Reproduce the records below exactly as given.

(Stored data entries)

# # #

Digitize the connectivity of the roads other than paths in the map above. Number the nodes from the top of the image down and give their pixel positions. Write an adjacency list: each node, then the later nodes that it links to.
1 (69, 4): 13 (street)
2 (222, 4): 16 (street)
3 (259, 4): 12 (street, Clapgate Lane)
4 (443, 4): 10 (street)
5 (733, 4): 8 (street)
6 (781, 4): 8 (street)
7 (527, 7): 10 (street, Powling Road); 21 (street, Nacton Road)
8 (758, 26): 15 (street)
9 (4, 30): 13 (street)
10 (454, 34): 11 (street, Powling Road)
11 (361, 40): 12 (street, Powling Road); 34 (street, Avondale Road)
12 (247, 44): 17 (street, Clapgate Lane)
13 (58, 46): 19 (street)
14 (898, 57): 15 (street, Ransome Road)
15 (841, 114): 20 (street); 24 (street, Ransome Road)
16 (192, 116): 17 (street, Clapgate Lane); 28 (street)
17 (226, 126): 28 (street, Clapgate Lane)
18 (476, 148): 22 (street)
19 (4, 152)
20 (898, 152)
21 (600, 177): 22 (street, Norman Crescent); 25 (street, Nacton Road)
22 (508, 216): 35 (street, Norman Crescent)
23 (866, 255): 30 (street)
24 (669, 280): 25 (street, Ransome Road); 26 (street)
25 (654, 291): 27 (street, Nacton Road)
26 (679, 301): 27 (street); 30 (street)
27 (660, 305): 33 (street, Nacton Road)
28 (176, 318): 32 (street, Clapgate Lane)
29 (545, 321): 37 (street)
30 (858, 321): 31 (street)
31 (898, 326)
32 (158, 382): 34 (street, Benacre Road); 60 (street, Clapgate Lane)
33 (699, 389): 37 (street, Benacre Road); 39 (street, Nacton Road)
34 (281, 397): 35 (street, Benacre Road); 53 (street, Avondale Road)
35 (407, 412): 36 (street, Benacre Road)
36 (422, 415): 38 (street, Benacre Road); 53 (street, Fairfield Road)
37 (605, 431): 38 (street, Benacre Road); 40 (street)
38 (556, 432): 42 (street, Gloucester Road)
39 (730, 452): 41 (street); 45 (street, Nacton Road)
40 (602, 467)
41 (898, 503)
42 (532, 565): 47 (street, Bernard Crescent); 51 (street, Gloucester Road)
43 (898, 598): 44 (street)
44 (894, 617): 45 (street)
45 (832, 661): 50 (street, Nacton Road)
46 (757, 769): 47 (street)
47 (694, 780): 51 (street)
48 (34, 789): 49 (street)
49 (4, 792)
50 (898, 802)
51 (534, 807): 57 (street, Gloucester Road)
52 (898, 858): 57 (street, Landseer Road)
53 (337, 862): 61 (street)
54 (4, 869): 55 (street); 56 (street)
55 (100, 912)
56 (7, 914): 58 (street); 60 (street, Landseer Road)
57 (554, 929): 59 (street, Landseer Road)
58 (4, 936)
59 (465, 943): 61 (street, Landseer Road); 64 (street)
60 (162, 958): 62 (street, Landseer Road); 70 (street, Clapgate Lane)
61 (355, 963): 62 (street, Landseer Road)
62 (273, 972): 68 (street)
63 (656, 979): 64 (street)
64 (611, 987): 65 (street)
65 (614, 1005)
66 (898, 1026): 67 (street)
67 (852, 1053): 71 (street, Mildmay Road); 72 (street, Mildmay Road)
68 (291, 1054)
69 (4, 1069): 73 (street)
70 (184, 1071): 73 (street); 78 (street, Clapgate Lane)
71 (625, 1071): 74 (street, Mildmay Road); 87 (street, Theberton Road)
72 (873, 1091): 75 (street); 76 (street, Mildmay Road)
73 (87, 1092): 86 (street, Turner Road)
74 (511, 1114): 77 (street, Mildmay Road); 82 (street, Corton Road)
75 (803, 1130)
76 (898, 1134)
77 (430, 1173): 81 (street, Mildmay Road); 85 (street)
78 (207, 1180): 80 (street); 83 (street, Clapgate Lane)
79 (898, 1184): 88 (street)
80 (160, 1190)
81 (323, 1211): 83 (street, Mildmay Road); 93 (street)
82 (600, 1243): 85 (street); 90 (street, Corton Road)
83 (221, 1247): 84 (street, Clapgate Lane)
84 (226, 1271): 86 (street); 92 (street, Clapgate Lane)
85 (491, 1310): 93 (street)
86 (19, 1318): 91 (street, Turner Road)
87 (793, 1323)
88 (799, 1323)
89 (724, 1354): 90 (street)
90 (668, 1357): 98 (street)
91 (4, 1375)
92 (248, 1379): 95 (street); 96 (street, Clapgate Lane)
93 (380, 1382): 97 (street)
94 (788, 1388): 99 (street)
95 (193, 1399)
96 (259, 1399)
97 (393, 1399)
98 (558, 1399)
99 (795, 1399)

# # #

= SOLUTION FOR THIS EXERCISE =
Digitize the connectivity of the roads other than paths in the map above. Number the nodes from the top of the image down and give their pixel positions. Write an adjacency list: each node, then the later nodes that it links to.
1 (69, 4): 13 (street)
2 (222, 4): 16 (street)
3 (259, 4): 12 (street, Clapgate Lane)
4 (443, 4): 10 (street)
5 (733, 4): 8 (street)
6 (781, 4): 8 (street)
7 (527, 7): 10 (street, Powling Road); 21 (street, Nacton Road)
8 (758, 26): 15 (street)
9 (4, 30): 13 (street)
10 (454, 34): 11 (street, Powling Road)
11 (361, 40): 12 (street, Powling Road); 34 (street, Avondale Road)
12 (247, 44): 17 (street, Clapgate Lane)
13 (58, 46): 19 (street)
14 (898, 57): 15 (street, Ransome Road)
15 (841, 114): 20 (street); 24 (street, Ransome Road)
16 (192, 116): 17 (street, Clapgate Lane); 28 (street)
17 (226, 126): 28 (street, Clapgate Lane)
18 (476, 148): 22 (street)
19 (4, 152)
20 (898, 152)
21 (600, 177): 22 (street, Norman Crescent); 25 (street, Nacton Road)
22 (508, 216): 35 (street, Norman Crescent)
23 (866, 255): 30 (street)
24 (669, 280): 25 (street, Ransome Road); 26 (street)
25 (654, 291): 27 (street, Nacton Road)
26 (679, 301): 27 (street); 30 (street)
27 (660, 305): 33 (street, Nacton Road)
28 (176, 318): 32 (street, Clapgate Lane)
29 (545, 321): 37 (street)
30 (858, 321): 31 (street)
31 (898, 326)
32 (158, 382): 34 (street, Benacre Road); 60 (street, Clapgate Lane)
33 (699, 389): 37 (street, Benacre Road); 39 (street, Nacton Road)
34 (281, 397): 35 (street, Benacre Road); 53 (street, Avondale Road)
35 (407, 412): 36 (street, Benacre Road)
36 (422, 415): 38 (street, Benacre Road); 53 (street, Fairfield Road)
37 (605, 431): 38 (street, Benacre Road); 40 (street)
38 (556, 432): 42 (street, Gloucester Road)
39 (730, 452): 41 (street); 45 (street, Nacton Road)
40 (602, 467)
41 (898, 503)
42 (532, 565): 47 (street, Bernard Crescent); 51 (street, Gloucester Road)
43 (898, 598): 44 (street)
44 (894, 617): 45 (street)
45 (832, 661): 50 (street, Nacton Road)
46 (757, 769): 47 (street)
47 (694, 780): 51 (street)
48 (34, 789): 49 (street)
49 (4, 792)
50 (898, 802)
51 (534, 807): 57 (street, Gloucester Road)
52 (898, 858): 57 (street, Landseer Road)
53 (337, 862): 61 (street)
54 (4, 869): 55 (street); 56 (street)
55 (100, 912)
56 (7, 914): 58 (street); 60 (street, Landseer Road)
57 (554, 929): 59 (street, Landseer Road)
58 (4, 936)
59 (465, 943): 61 (street, Landseer Road); 64 (street)
60 (162, 958): 62 (street, Landseer Road); 70 (street, Clapgate Lane)
61 (355, 963): 62 (street, Landseer Road)
62 (273, 972): 68 (street)
63 (656, 979): 64 (street)
64 (611, 987): 65 (street)
65 (614, 1005)
66 (898, 1026): 67 (street)
67 (852, 1053): 71 (street, Mildmay Road); 72 (street, Mildmay Road)
68 (291, 1054)
69 (4, 1069): 73 (street)
70 (184, 1071): 73 (street); 78 (street, Clapgate Lane)
71 (625, 1071): 74 (street, Mildmay Road); 87 (street, Theberton Road)
72 (873, 1091): 75 (street); 76 (street, Mildmay Road)
73 (87, 1092): 86 (street, Turner Road)
74 (511, 1114): 77 (street, Mildmay Road); 82 (street, Corton Road)
75 (803, 1130)
76 (898, 1134)
77 (430, 1173): 81 (street, Mildmay Road); 85 (street)
78 (207, 1180): 80 (street); 83 (street, Clapgate Lane)
79 (898, 1184): 88 (street)
80 (160, 1190)
81 (323, 1211): 83 (street, Mildmay Road); 93 (street)
82 (600, 1243): 85 (street); 90 (street, Corton Road)
83 (221, 1247): 84 (street, Clapgate Lane)
84 (226, 1271): 86 (street); 92 (street, Clapgate Lane)
85 (491, 1310): 93 (street)
86 (19, 1318): 91 (street, Turner Road)
87 (793, 1323)
88 (799, 1323)
89 (724, 1354): 90 (street)
90 (668, 1357): 98 (street)
91 (4, 1375)
92 (248, 1379): 95 (street); 96 (street, Clapgate Lane)
93 (380, 1382): 97 (street)
94 (788, 1388): 99 (street)
95 (193, 1399)
96 (259, 1399)
97 (393, 1399)
98 (558, 1399)
99 (795, 1399)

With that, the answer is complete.